*WHAT TO DO*
Would you repeat the listing below exactly, with no pictures in it?

*INPUT MATERIAL*

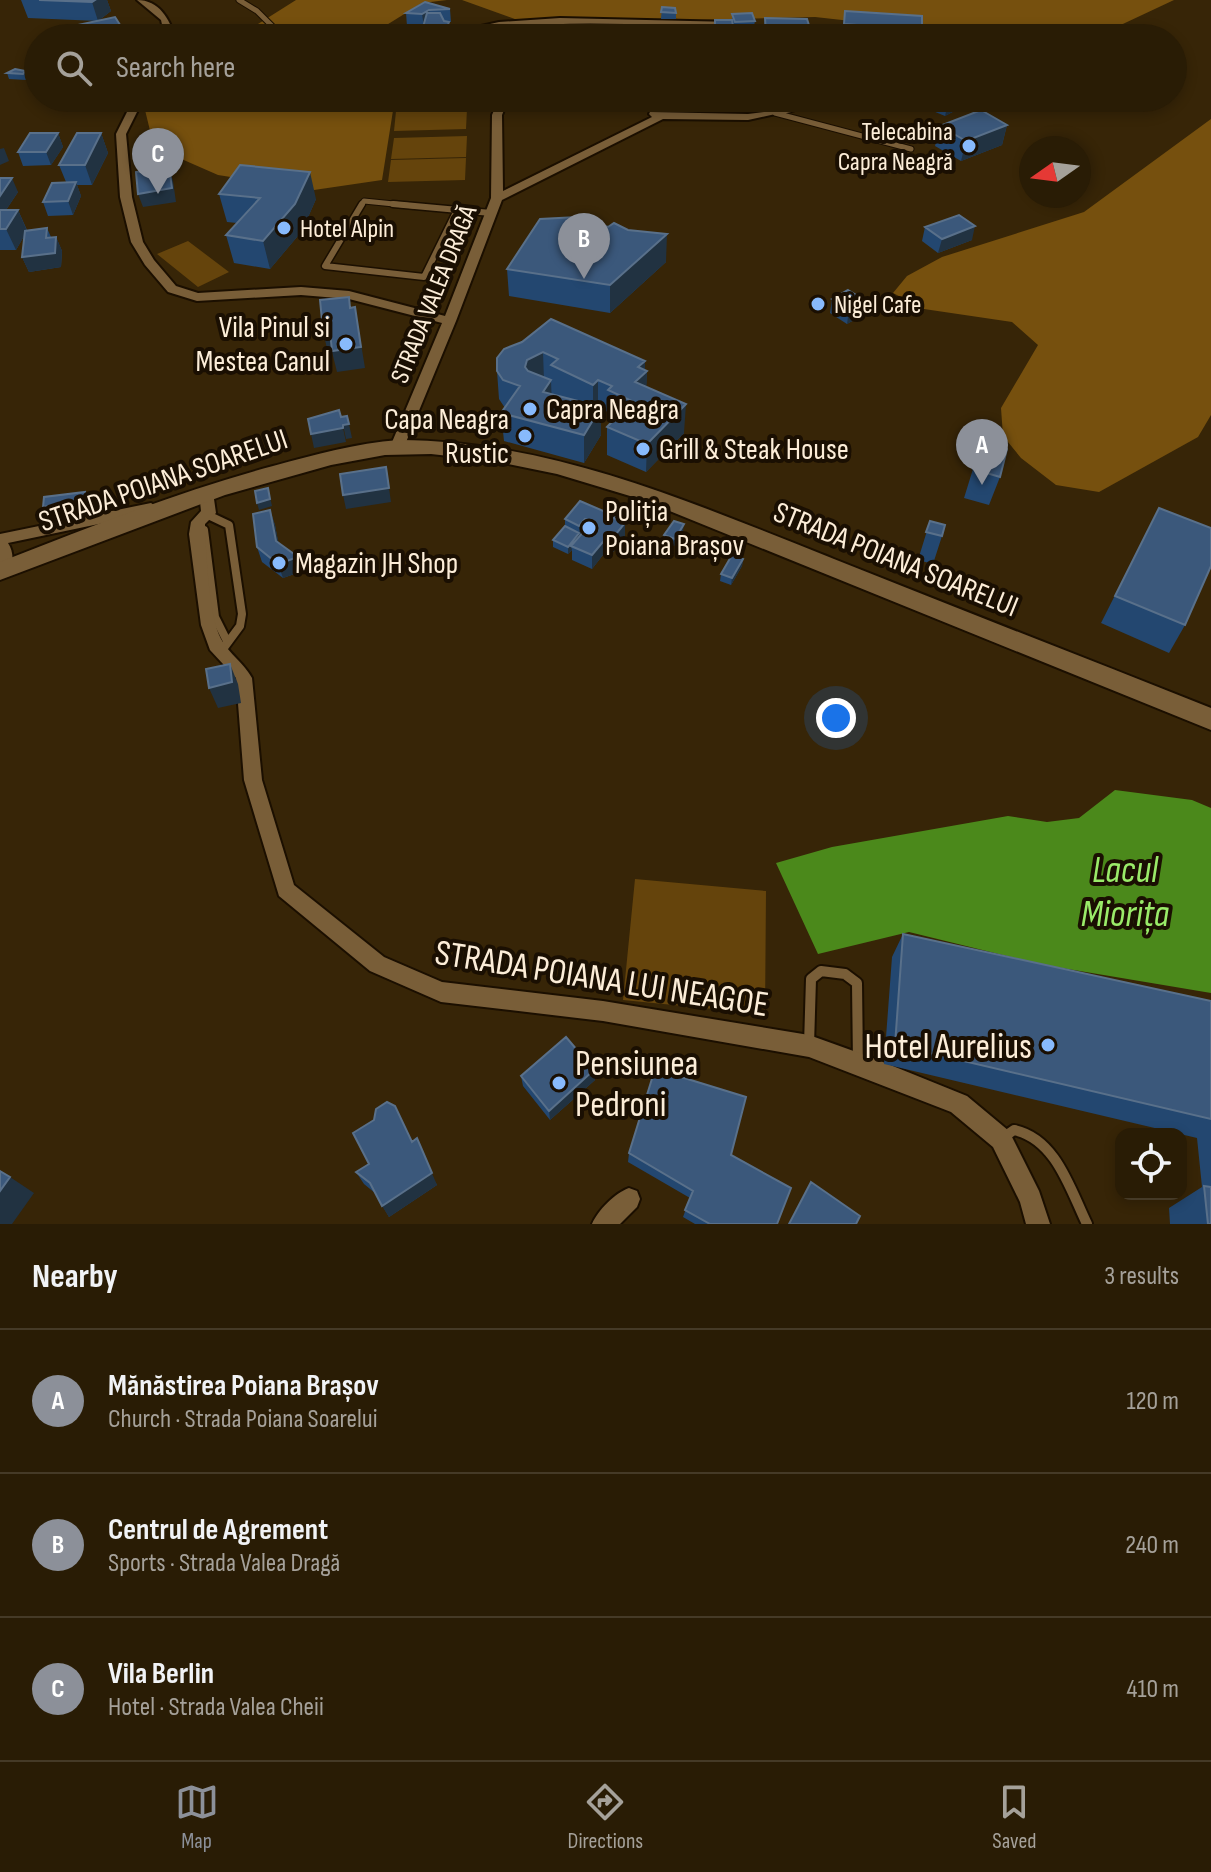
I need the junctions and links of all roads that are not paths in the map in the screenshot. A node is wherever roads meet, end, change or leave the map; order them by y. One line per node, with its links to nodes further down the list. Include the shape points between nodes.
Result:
1 (141, 0): 4 (street)
2 (156, 0): 4 (lane)
3 (239, 0): 6 (lane)
4 (157, 12): 5 (street)
5 (165, 24)
6 (270, 24)
7 (524, 24): 8 (street)
8 (703, 24)
9 (132, 112): 21 (street, via 121,134 126,197 137,242 172,289 197,297 301,291 349,295)
10 (497, 112): 16 (street, STRADA VALEA DRAGĂ)
11 (656, 112): 14 (street)
12 (758, 112): 14 (street, STRADA VALEA DRAGĂ, via 748,117)
13 (790, 112): 15 (lane)
14 (661, 116): 17 (street)
15 (911, 149)
16 (495, 176): 17 (street); 18 (street, STRADA VALEA DRAGĂ)
17 (531, 180): 18 (street)
18 (497, 198): 20 (street, STRADA VALEA DRAGĂ)
19 (457, 210): 19 (lane, via 364,201 325,266 424,277); 20 (lane)
20 (491, 213): 21 (street, STRADA VALEA DRAGĂ)
21 (450, 321): 22 (street, STRADA VALEA DRAGĂ)
22 (397, 447): 24 (street, STRADA POIANA SOARELUI, via 324,460); 28 (street, STRADA POIANA SOARELUI, via 499,454 591,474)
23 (168, 505): 24 (street, STRADA POIANA SOARELUI); 25 (street); 26 (street, STRADA POIANA SOARELUI)
24 (208, 507): 27 (street, STRADA POIANA LUI NEAGOE, via 197,534 208,615 216,645); 27 (lane, via 229,525 242,614 240,626)
25 (0, 541): 26 (street, via 5,551)
26 (2, 570)
27 (225, 645): 29 (street, STRADA POIANA LUI NEAGOE, via 244,678 253,780 286,890 377,964 441,992 603,1011)
28 (1211, 719)
29 (809, 1046): 30 (street, STRADA POIANA LUI NEAGOE); 30 (lane, via 811,979 821,971 845,974 857,983)
30 (858, 1064): 31 (street, STRADA POIANA LUI NEAGOE, via 959,1104)
31 (1001, 1139): 34 (street, STRADA POIANA LUI NEAGOE); 35 (lane, via 1014,1130 1034,1134 1049,1151)
32 (629, 1199): 33 (street)
33 (604, 1224)
34 (1038, 1224)
35 (1087, 1224)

*RESPONSE BOX*
I need the junctions and links of all roads that are not paths in the map in the screenshot. A node is wherever roads meet, end, change or leave the map; order them by y. One line per node, with its links to nodes further down the list. Include the shape points between nodes.
Result:
1 (141, 0): 4 (street)
2 (156, 0): 4 (lane)
3 (239, 0): 6 (lane)
4 (157, 12): 5 (street)
5 (165, 24)
6 (270, 24)
7 (524, 24): 8 (street)
8 (703, 24)
9 (132, 112): 21 (street, via 121,134 126,197 137,242 172,289 197,297 301,291 349,295)
10 (497, 112): 16 (street, STRADA VALEA DRAGĂ)
11 (656, 112): 14 (street)
12 (758, 112): 14 (street, STRADA VALEA DRAGĂ, via 748,117)
13 (790, 112): 15 (lane)
14 (661, 116): 17 (street)
15 (911, 149)
16 (495, 176): 17 (street); 18 (street, STRADA VALEA DRAGĂ)
17 (531, 180): 18 (street)
18 (497, 198): 20 (street, STRADA VALEA DRAGĂ)
19 (457, 210): 19 (lane, via 364,201 325,266 424,277); 20 (lane)
20 (491, 213): 21 (street, STRADA VALEA DRAGĂ)
21 (450, 321): 22 (street, STRADA VALEA DRAGĂ)
22 (397, 447): 24 (street, STRADA POIANA SOARELUI, via 324,460); 28 (street, STRADA POIANA SOARELUI, via 499,454 591,474)
23 (168, 505): 24 (street, STRADA POIANA SOARELUI); 25 (street); 26 (street, STRADA POIANA SOARELUI)
24 (208, 507): 27 (street, STRADA POIANA LUI NEAGOE, via 197,534 208,615 216,645); 27 (lane, via 229,525 242,614 240,626)
25 (0, 541): 26 (street, via 5,551)
26 (2, 570)
27 (225, 645): 29 (street, STRADA POIANA LUI NEAGOE, via 244,678 253,780 286,890 377,964 441,992 603,1011)
28 (1211, 719)
29 (809, 1046): 30 (street, STRADA POIANA LUI NEAGOE); 30 (lane, via 811,979 821,971 845,974 857,983)
30 (858, 1064): 31 (street, STRADA POIANA LUI NEAGOE, via 959,1104)
31 (1001, 1139): 34 (street, STRADA POIANA LUI NEAGOE); 35 (lane, via 1014,1130 1034,1134 1049,1151)
32 (629, 1199): 33 (street)
33 (604, 1224)
34 (1038, 1224)
35 (1087, 1224)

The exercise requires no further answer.